Try it:
Please set down each record exactly as it appears, but leave out any pictures.

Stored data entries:
┄┄┄┄┄┄

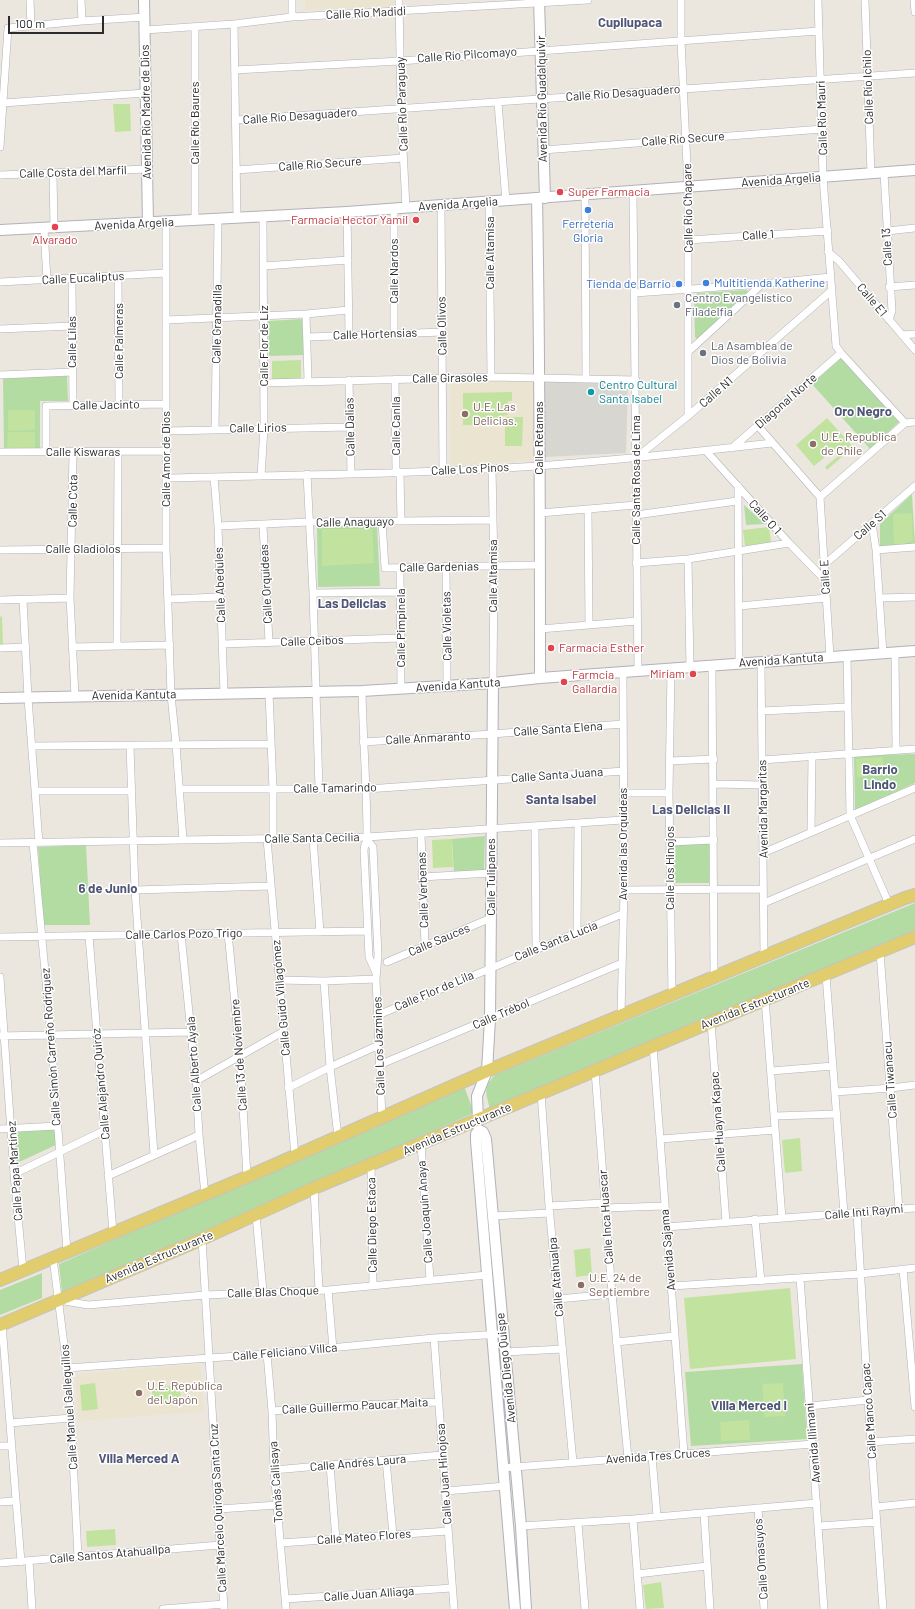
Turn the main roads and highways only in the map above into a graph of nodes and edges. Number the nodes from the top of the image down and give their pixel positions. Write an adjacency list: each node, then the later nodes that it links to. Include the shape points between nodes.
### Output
1 (915, 895): 3 (main road, via 487,1071 247,1177)
2 (915, 937): 4 (main road, Avenida Estructurante, via 541,1093 479,1125 421,1143 314,1188 202,1239)
3 (0, 1280)
4 (1, 1324)

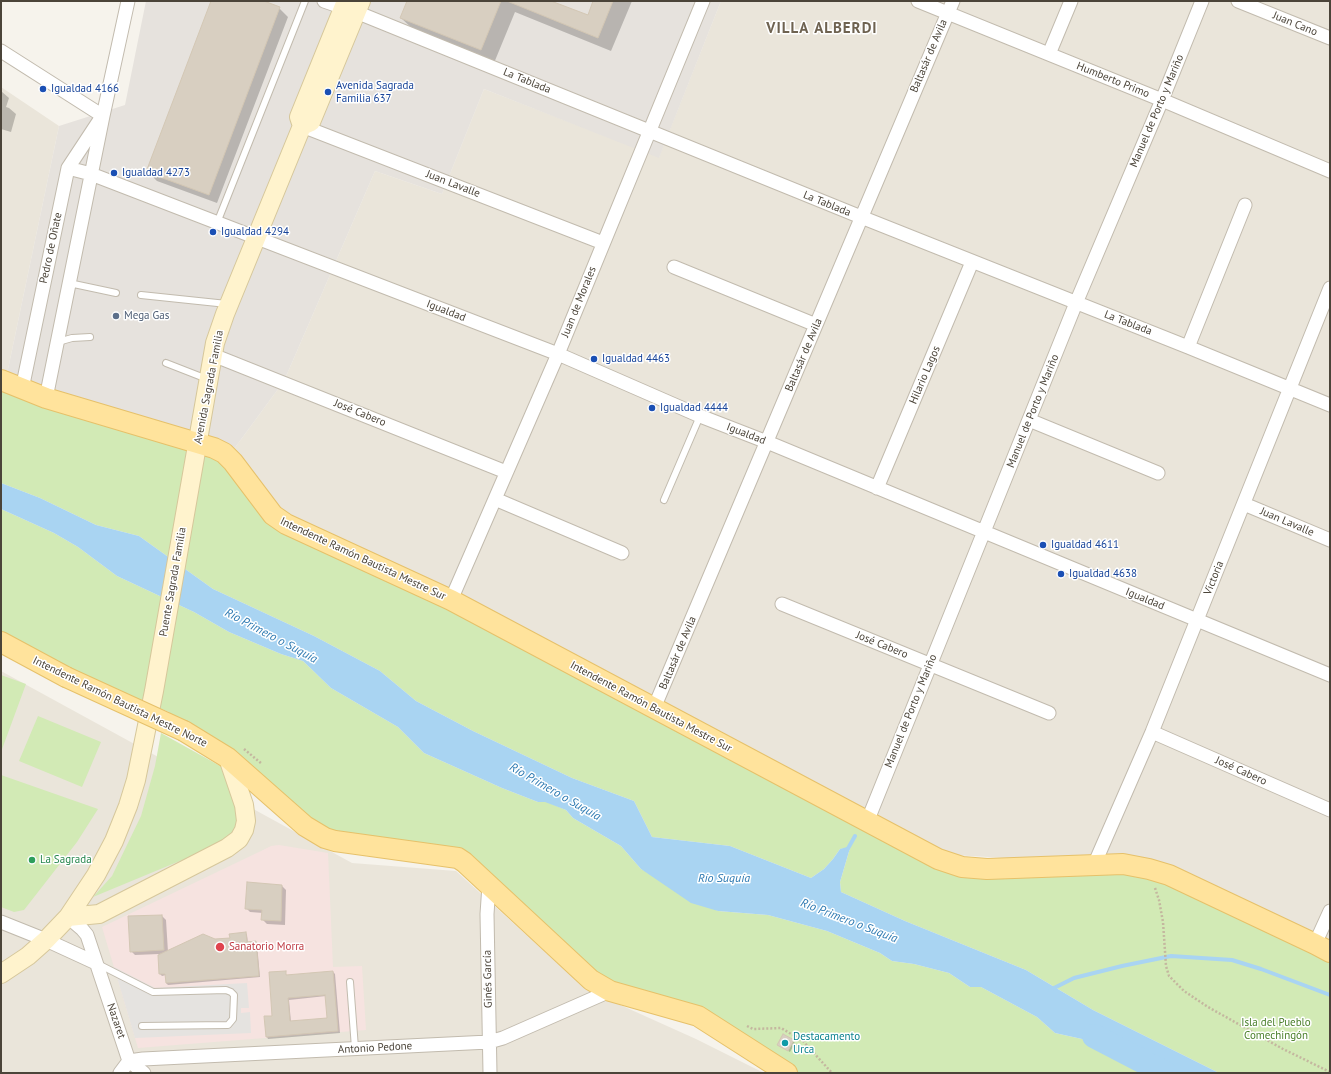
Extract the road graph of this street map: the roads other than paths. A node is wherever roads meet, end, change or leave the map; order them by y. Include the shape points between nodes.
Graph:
1 (128, 1) edge
2 (304, 1) edge
3 (324, 1) edge
4 (703, 1) edge
5 (918, 1) edge
6 (1071, 1) edge
7 (1202, 1) edge
8 (1238, 1) edge
9 (352, 5) edge
10 (950, 7) edge
11 (1330, 38) edge
12 (1, 51) edge
13 (1049, 54) junction
14 (1162, 100) junction
15 (103, 116) junction
16 (302, 126) junction
17 (650, 131) junction
18 (68, 168) junction
19 (1330, 171) edge
20 (91, 174) junction
21 (1246, 205) dead end
22 (861, 217) junction
23 (217, 223) junction
24 (255, 238) junction
25 (603, 243) junction
26 (972, 262) junction
27 (674, 267) dead end
28 (69, 283) junction
29 (1330, 288) edge
30 (116, 293) dead end
31 (142, 295) dead end
32 (1076, 303) junction
33 (229, 304) junction
34 (816, 325) junction
35 (90, 337) dead end
36 (56, 343) junction
37 (1188, 347) junction
38 (558, 354) junction
39 (213, 355) junction
40 (166, 363) dead end
41 (1, 380) edge
42 (209, 380) junction
43 (1290, 388) junction
44 (22, 389) junction
45 (46, 398) junction
46 (1330, 405) edge
47 (700, 416) junction
48 (1029, 420) junction
49 (767, 442) junction
50 (198, 443) junction
51 (193, 472) joint
52 (506, 472) junction
53 (1158, 473) dead end
54 (878, 488) junction
55 (495, 499) junction
56 (664, 500) dead end
57 (1244, 504) junction
58 (983, 532) junction
59 (1330, 540) edge
60 (622, 553) dead end
61 (451, 600) junction
62 (782, 604) dead end
63 (1197, 620) junction
64 (1, 642) edge
65 (930, 664) junction
66 (1330, 675) edge
67 (654, 708) junction
68 (1049, 713) dead end
69 (1152, 732) junction
70 (228, 758) junction
71 (1330, 810) edge
72 (866, 822) junction
73 (1094, 865) junction
74 (489, 885) junction
75 (1330, 911) edge
76 (68, 917) junction
77 (1, 922) edge
78 (46, 940) junction
79 (1323, 948) edge
80 (96, 963) junction
81 (1, 974) edge
82 (350, 982) dead end
83 (610, 991) junction
84 (142, 1026) dead end
85 (489, 1042) junction
86 (355, 1048) junction
87 (129, 1061) junction
88 (776, 1070) edge
89 (120, 1073) edge
90 (144, 1073) edge
91 (490, 1073) edge

1 - 15 street, Pedro de Oñate
2 - 23 lane
3 - 9 street, La Tablada
4 - 17 street, Juan de Morales
5 - 10 street, Humberto Primo
6 - 13 street
7 - 14 street, Manuel de Porto y Mariño
8 - 11 street, Juan Cano
9 - 16 main road, Avenida Sagrada Familia via 299,117
9 - 17 street, La Tablada
10 - 13 street, Humberto Primo
10 - 22 street, Baltasár de Avila
12 - 15 street
13 - 14 street, Humberto Primo
14 - 19 street, Humberto Primo
14 - 32 street, Manuel de Porto y Mariño
15 - 18 street, Pedro de Oñate
15 - 20 street, Pedro de Oñate
16 - 24 main road, Avenida Sagrada Familia
16 - 25 street, Juan Lavalle
17 - 22 street, La Tablada
17 - 25 street, Juan de Morales
18 - 20 street, Igualdad
18 - 44 street, Pedro de Oñate
20 - 23 street, Igualdad
20 - 28 street, Pedro de Oñate
21 - 37 street
22 - 26 street, La Tablada
22 - 34 street, Baltasár de Avila
23 - 24 street, Igualdad
24 - 33 main road, Avenida Sagrada Familia
24 - 38 street, Igualdad
25 - 38 street, Juan de Morales
26 - 32 street, La Tablada
26 - 54 street, Hilario Lagos
27 - 34 street
28 - 30 lane
28 - 36 street, Pedro de Oñate
29 - 43 street, Victoria
31 - 33 lane
32 - 37 street, La Tablada
32 - 48 street, Manuel de Porto y Mariño
33 - 39 main road, Avenida Sagrada Familia via 218,331
34 - 49 street, Baltasár de Avila
35 - 36 lane via 72,338
36 - 45 street, Pedro de Oñate
37 - 43 street, La Tablada
38 - 47 street, Igualdad
38 - 52 street, Juan de Morales
39 - 42 main road, Avenida Sagrada Familia
39 - 52 street, José Cabero
40 - 42 lane
41 - 44 main road, Intendente Ramón Bautista Mestre Sur
42 - 50 main road, Avenida Sagrada Familia
43 - 46 street, La Tablada
43 - 57 street, Victoria
44 - 45 main road, Intendente Ramón Bautista Mestre Sur
45 - 50 main road, Intendente Ramón Bautista Mestre Sur
47 - 49 street, Igualdad
47 - 56 lane
48 - 53 street
48 - 58 street, Manuel de Porto y Mariño
49 - 54 street, Igualdad
49 - 67 street, Baltasár de Avila
50 - 51 main road, Avenida Sagrada Familia
50 - 61 main road, Intendente Ramón Bautista Mestre Sur via 224,453 273,515 286,524
51 - 76 main road, Puente Sagrada Familia via 136,780 122,824 96,875
52 - 55 street, Juan de Morales
54 - 58 street, Igualdad
55 - 60 street
55 - 61 street, Juan de Morales
57 - 59 street, Juan Lavalle
57 - 63 street, Victoria
58 - 63 street, Igualdad
58 - 65 street, Manuel de Porto y Mariño
61 - 67 main road, Intendente Ramón Bautista Mestre Sur
62 - 65 street, José Cabero
63 - 66 street, Igualdad
63 - 69 street, Victoria
64 - 70 main road, Intendente Ramón Bautista Mestre Norte, bridge via 66,677 184,731
65 - 68 street, José Cabero
65 - 72 street, Manuel de Porto y Mariño
67 - 72 main road, Intendente Ramón Bautista Mestre Sur
69 - 71 street, José Cabero
69 - 73 street, Victoria
70 - 74 main road, Intendente Ramón Bautista Mestre Norte via 305,826 325,838 458,858
70 - 76 main road via 244,805 246,820 239,839 227,848 99,914
72 - 73 main road, Intendente Ramón Bautista Mestre Sur via 938,859 962,867 986,869
73 - 79 main road, Intendente Ramón Bautista Mestre Sur via 1123,864 1169,876
74 - 83 main road, Intendente Ramón Bautista Mestre Norte via 591,980
74 - 85 street, Ginés García
75 - 79 street
76 - 78 main road
76 - 80 street, Nazaret via 87,935
77 - 78 street
78 - 80 street
78 - 81 main road
80 - 84 lane via 153,992 226,990 234,995 233,1019 228,1025
80 - 87 street, Nazaret
82 - 86 lane
83 - 85 street, Antonio Pedone
83 - 88 main road, Intendente Ramón Bautista Mestre Norte via 698,1016
85 - 86 street, Antonio Pedone
85 - 91 street, Ginés García
86 - 87 street, Antonio Pedone
87 - 89 street
87 - 90 street

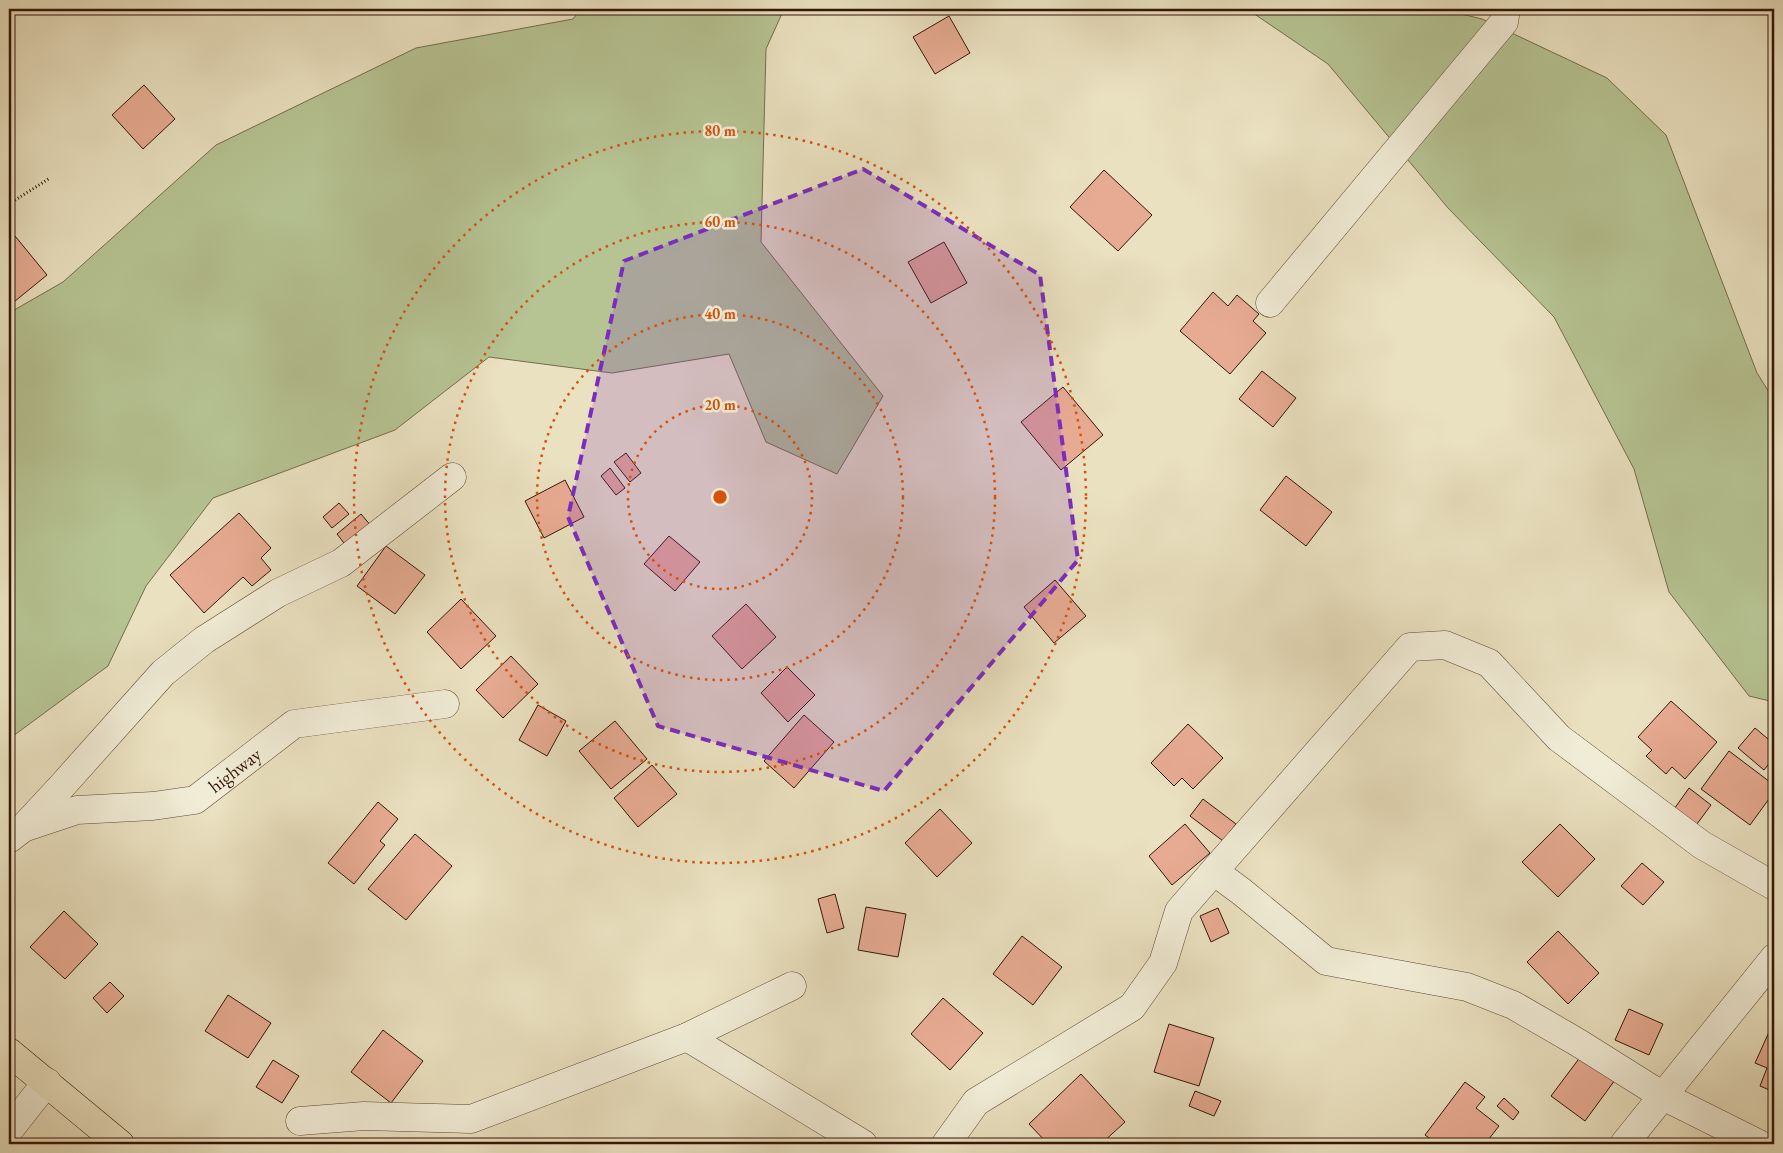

┄┄┄┄┄┄

Answer area:
Turn the main roads and highways only in the map above into a graph of nodes and edges. Number the nodes from the top of the image down and give their pixel positions. Write an adjacency list: each node, then the later nodes that it links to. Include the shape points between nodes.
### Output
1 (915, 895): 3 (main road, via 487,1071 247,1177)
2 (915, 937): 4 (main road, Avenida Estructurante, via 541,1093 479,1125 421,1143 314,1188 202,1239)
3 (0, 1280)
4 (1, 1324)

Extract the road graph of this street map: the roads other than paths. A node is wherever roads meet, end, change or leave the map; order them by y. Include the shape points between nodes.
Graph:
1 (128, 1) edge
2 (304, 1) edge
3 (324, 1) edge
4 (703, 1) edge
5 (918, 1) edge
6 (1071, 1) edge
7 (1202, 1) edge
8 (1238, 1) edge
9 (352, 5) edge
10 (950, 7) edge
11 (1330, 38) edge
12 (1, 51) edge
13 (1049, 54) junction
14 (1162, 100) junction
15 (103, 116) junction
16 (302, 126) junction
17 (650, 131) junction
18 (68, 168) junction
19 (1330, 171) edge
20 (91, 174) junction
21 (1246, 205) dead end
22 (861, 217) junction
23 (217, 223) junction
24 (255, 238) junction
25 (603, 243) junction
26 (972, 262) junction
27 (674, 267) dead end
28 (69, 283) junction
29 (1330, 288) edge
30 (116, 293) dead end
31 (142, 295) dead end
32 (1076, 303) junction
33 (229, 304) junction
34 (816, 325) junction
35 (90, 337) dead end
36 (56, 343) junction
37 (1188, 347) junction
38 (558, 354) junction
39 (213, 355) junction
40 (166, 363) dead end
41 (1, 380) edge
42 (209, 380) junction
43 (1290, 388) junction
44 (22, 389) junction
45 (46, 398) junction
46 (1330, 405) edge
47 (700, 416) junction
48 (1029, 420) junction
49 (767, 442) junction
50 (198, 443) junction
51 (193, 472) joint
52 (506, 472) junction
53 (1158, 473) dead end
54 (878, 488) junction
55 (495, 499) junction
56 (664, 500) dead end
57 (1244, 504) junction
58 (983, 532) junction
59 (1330, 540) edge
60 (622, 553) dead end
61 (451, 600) junction
62 (782, 604) dead end
63 (1197, 620) junction
64 (1, 642) edge
65 (930, 664) junction
66 (1330, 675) edge
67 (654, 708) junction
68 (1049, 713) dead end
69 (1152, 732) junction
70 (228, 758) junction
71 (1330, 810) edge
72 (866, 822) junction
73 (1094, 865) junction
74 (489, 885) junction
75 (1330, 911) edge
76 (68, 917) junction
77 (1, 922) edge
78 (46, 940) junction
79 (1323, 948) edge
80 (96, 963) junction
81 (1, 974) edge
82 (350, 982) dead end
83 (610, 991) junction
84 (142, 1026) dead end
85 (489, 1042) junction
86 (355, 1048) junction
87 (129, 1061) junction
88 (776, 1070) edge
89 (120, 1073) edge
90 (144, 1073) edge
91 (490, 1073) edge

1 - 15 street, Pedro de Oñate
2 - 23 lane
3 - 9 street, La Tablada
4 - 17 street, Juan de Morales
5 - 10 street, Humberto Primo
6 - 13 street
7 - 14 street, Manuel de Porto y Mariño
8 - 11 street, Juan Cano
9 - 16 main road, Avenida Sagrada Familia via 299,117
9 - 17 street, La Tablada
10 - 13 street, Humberto Primo
10 - 22 street, Baltasár de Avila
12 - 15 street
13 - 14 street, Humberto Primo
14 - 19 street, Humberto Primo
14 - 32 street, Manuel de Porto y Mariño
15 - 18 street, Pedro de Oñate
15 - 20 street, Pedro de Oñate
16 - 24 main road, Avenida Sagrada Familia
16 - 25 street, Juan Lavalle
17 - 22 street, La Tablada
17 - 25 street, Juan de Morales
18 - 20 street, Igualdad
18 - 44 street, Pedro de Oñate
20 - 23 street, Igualdad
20 - 28 street, Pedro de Oñate
21 - 37 street
22 - 26 street, La Tablada
22 - 34 street, Baltasár de Avila
23 - 24 street, Igualdad
24 - 33 main road, Avenida Sagrada Familia
24 - 38 street, Igualdad
25 - 38 street, Juan de Morales
26 - 32 street, La Tablada
26 - 54 street, Hilario Lagos
27 - 34 street
28 - 30 lane
28 - 36 street, Pedro de Oñate
29 - 43 street, Victoria
31 - 33 lane
32 - 37 street, La Tablada
32 - 48 street, Manuel de Porto y Mariño
33 - 39 main road, Avenida Sagrada Familia via 218,331
34 - 49 street, Baltasár de Avila
35 - 36 lane via 72,338
36 - 45 street, Pedro de Oñate
37 - 43 street, La Tablada
38 - 47 street, Igualdad
38 - 52 street, Juan de Morales
39 - 42 main road, Avenida Sagrada Familia
39 - 52 street, José Cabero
40 - 42 lane
41 - 44 main road, Intendente Ramón Bautista Mestre Sur
42 - 50 main road, Avenida Sagrada Familia
43 - 46 street, La Tablada
43 - 57 street, Victoria
44 - 45 main road, Intendente Ramón Bautista Mestre Sur
45 - 50 main road, Intendente Ramón Bautista Mestre Sur
47 - 49 street, Igualdad
47 - 56 lane
48 - 53 street
48 - 58 street, Manuel de Porto y Mariño
49 - 54 street, Igualdad
49 - 67 street, Baltasár de Avila
50 - 51 main road, Avenida Sagrada Familia
50 - 61 main road, Intendente Ramón Bautista Mestre Sur via 224,453 273,515 286,524
51 - 76 main road, Puente Sagrada Familia via 136,780 122,824 96,875
52 - 55 street, Juan de Morales
54 - 58 street, Igualdad
55 - 60 street
55 - 61 street, Juan de Morales
57 - 59 street, Juan Lavalle
57 - 63 street, Victoria
58 - 63 street, Igualdad
58 - 65 street, Manuel de Porto y Mariño
61 - 67 main road, Intendente Ramón Bautista Mestre Sur
62 - 65 street, José Cabero
63 - 66 street, Igualdad
63 - 69 street, Victoria
64 - 70 main road, Intendente Ramón Bautista Mestre Norte, bridge via 66,677 184,731
65 - 68 street, José Cabero
65 - 72 street, Manuel de Porto y Mariño
67 - 72 main road, Intendente Ramón Bautista Mestre Sur
69 - 71 street, José Cabero
69 - 73 street, Victoria
70 - 74 main road, Intendente Ramón Bautista Mestre Norte via 305,826 325,838 458,858
70 - 76 main road via 244,805 246,820 239,839 227,848 99,914
72 - 73 main road, Intendente Ramón Bautista Mestre Sur via 938,859 962,867 986,869
73 - 79 main road, Intendente Ramón Bautista Mestre Sur via 1123,864 1169,876
74 - 83 main road, Intendente Ramón Bautista Mestre Norte via 591,980
74 - 85 street, Ginés García
75 - 79 street
76 - 78 main road
76 - 80 street, Nazaret via 87,935
77 - 78 street
78 - 80 street
78 - 81 main road
80 - 84 lane via 153,992 226,990 234,995 233,1019 228,1025
80 - 87 street, Nazaret
82 - 86 lane
83 - 85 street, Antonio Pedone
83 - 88 main road, Intendente Ramón Bautista Mestre Norte via 698,1016
85 - 86 street, Antonio Pedone
85 - 91 street, Ginés García
86 - 87 street, Antonio Pedone
87 - 89 street
87 - 90 street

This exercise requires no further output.